CONCLUSIONS AND FINDINGS.

  1. Not all of the evidence of the observations made of Ms Membery’s condition at the relevant times are supported by truly contemporaneous notes by the witnesses. There are however no material conflicts or inconsistencies in the evidence of RNs Lacsao and Delos Santos and nothing about their testimony leads me to question their reliability. I accept the testimony received from them at the hearing.

  2. I make the following observations on the evidence of Dr Austen and RNs Lacsao and Delos Santos about what took place in the period leading up to Ms Membery’s death: a. There is no evidence to suggest that any diagnosis or treatment or lack thereof by Dr Austen in any way contributed to the death of Ms Membery.

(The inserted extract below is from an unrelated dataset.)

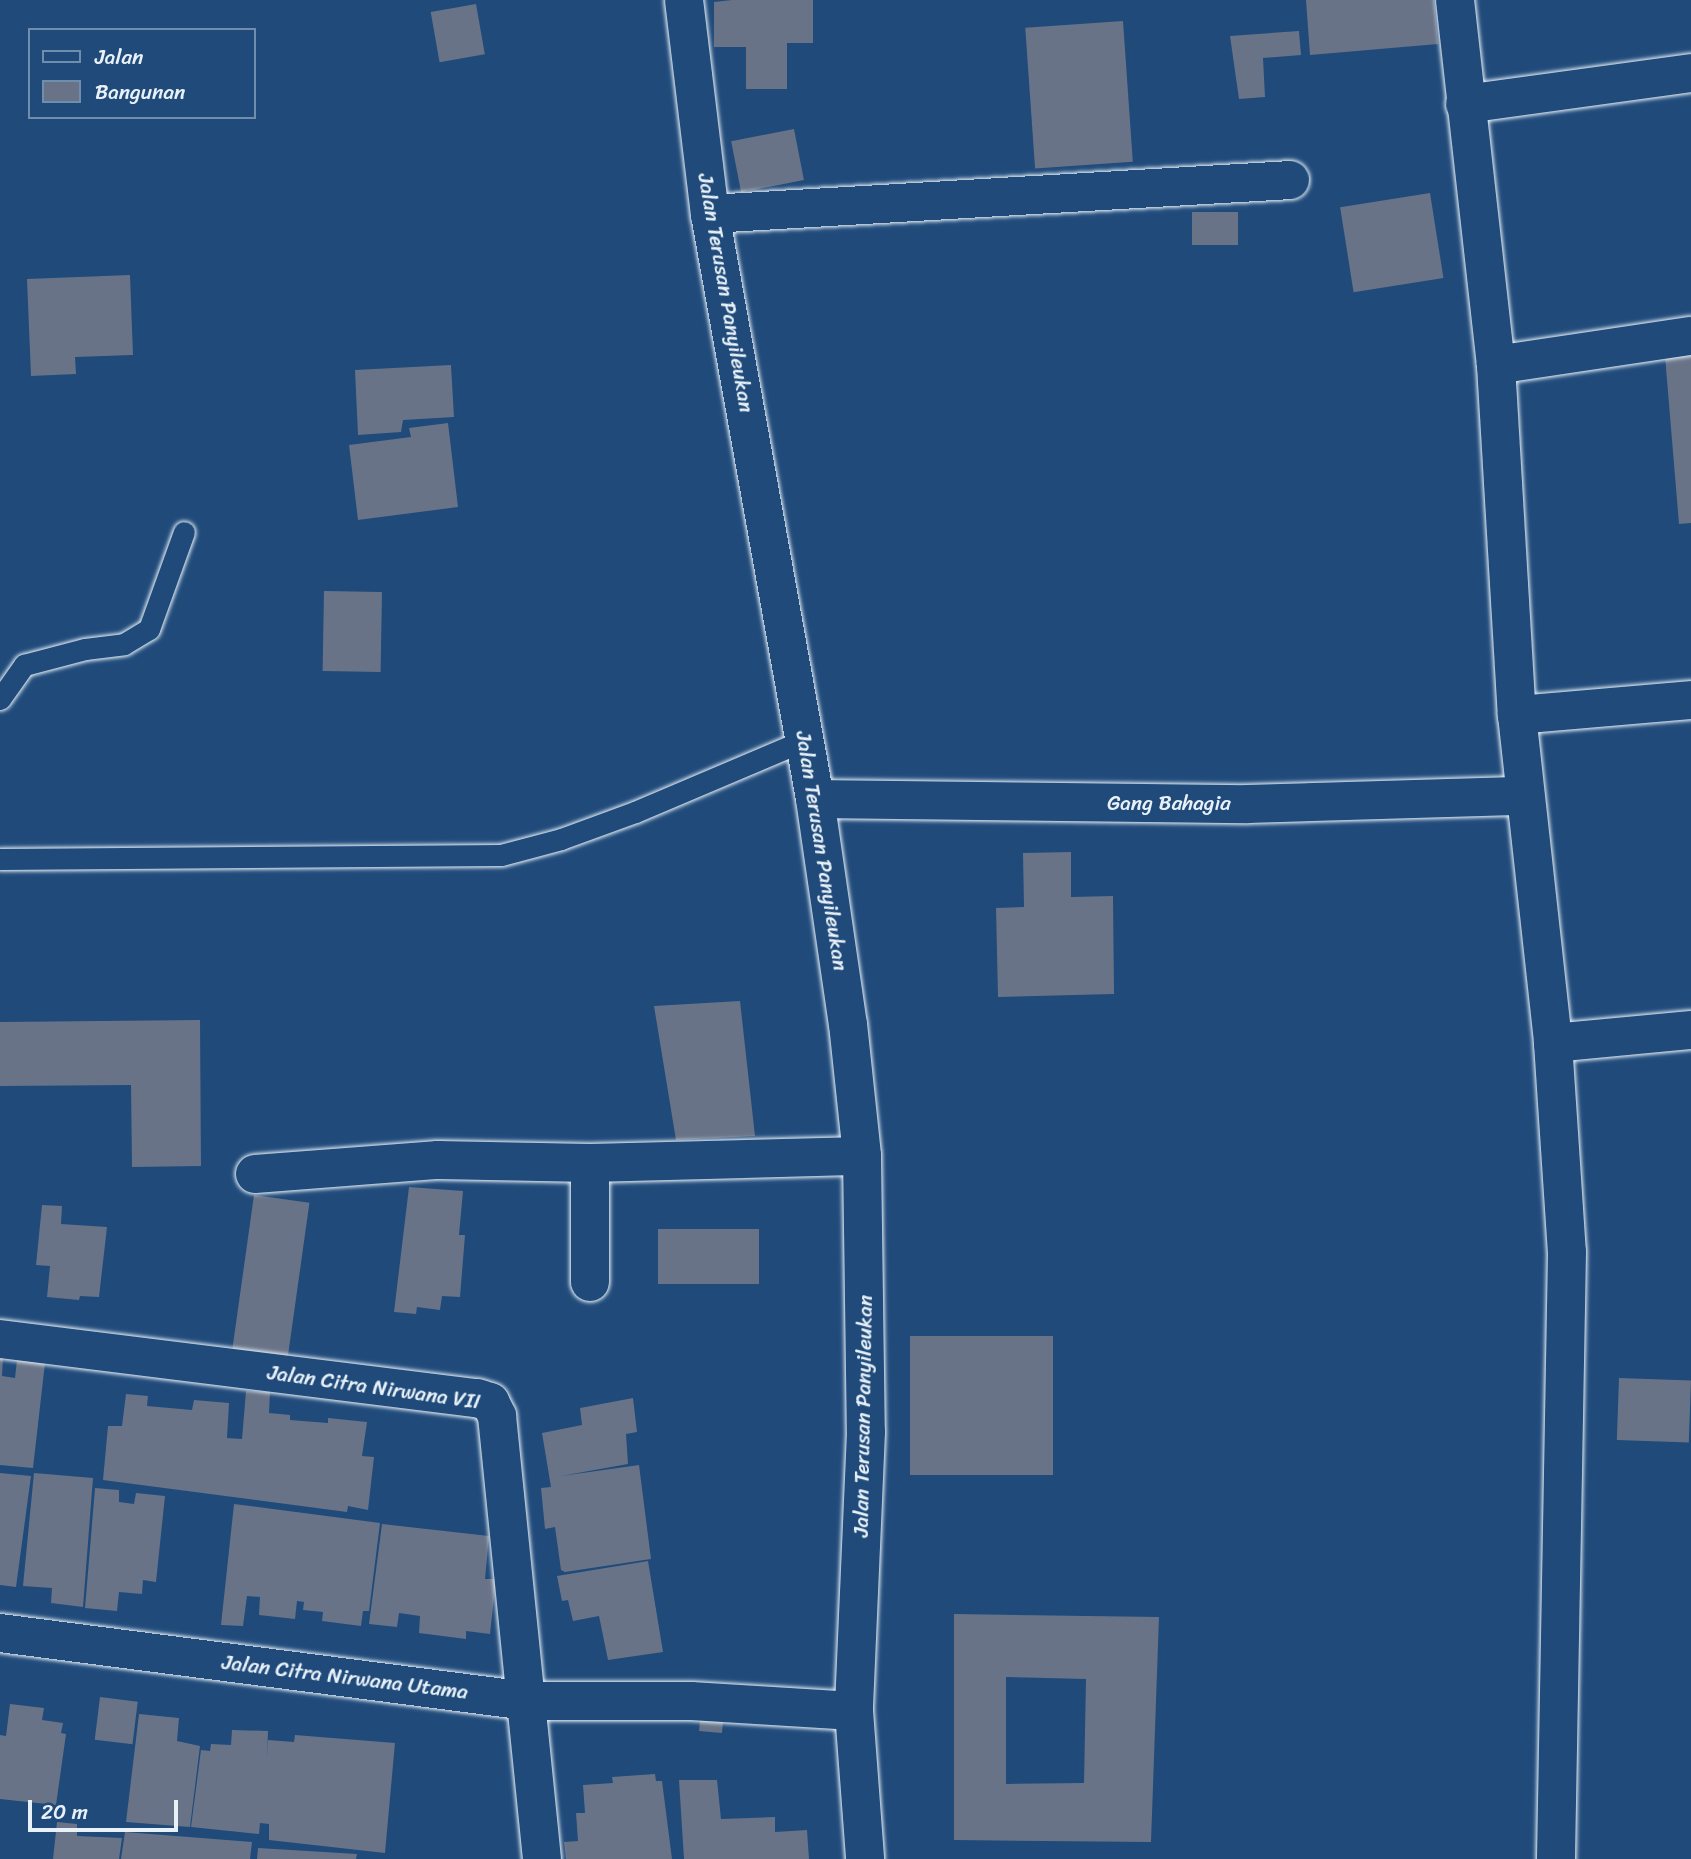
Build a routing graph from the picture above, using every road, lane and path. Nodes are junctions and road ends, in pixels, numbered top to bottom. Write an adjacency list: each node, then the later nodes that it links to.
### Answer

b. I accept that a decision about whether and when hospitalisation for Ms Membery was necessary called for consideration of many factors including her body temperature, her level of apparent consciousness, her oxygen saturation levels, and any signs of distress or difficulty in breathing, as well as any changes in those things just mentioned and Ms Membery’s apparent response to treatment by way of the administration of paracetamol, antibiotics and cooling baths.

c. I accept that consideration of a decision on hospitalisation required nursing staff to make a judgment about the significance of those factors in the context of Ms Membery’s overall circumstances at the time. I accept that the decision was properly a decision to be made by nursing staff on duty at the time.

d. Ms Membery’s ongoing high body temperature was a factor weighing in favour of a decision to call for her hospitalisation earlier, but, as against that she did not demonstrate any signs of distress or difficulty in breathing. I accept what I understand to be the professional opinion of Dr Austen that the latter (distress or difficulty in breathing) is a more reliable indicator of

the need for hospital treatment than the former (ie. a high temperature per se).

  1. I make a formal finding as to the cause of Ms Membery’s death in accordance with the unchallenged expert opinion of Professor Lyons.

  2. I find that the decision to hospitalise Ms Membery was made by RN Delos Santos at 6.30am on 6 July 2014. Having regard to the considerations just referred to, the evidence does not, in the circumstances, support a conclusion that the decision should properly have been made at any earlier point in time.

  3. Accordingly I make no finding that the quality of care, treatment or supervision of Ms Membery contributed to the cause of her death. Additionally I find that no matter of public safety arises.

58. I extend my condolences to Ms Membery’s family.

I certify that the preceding 58 numbered paragraphs are a true copy of the Findings of her Honour Coroner Morrison.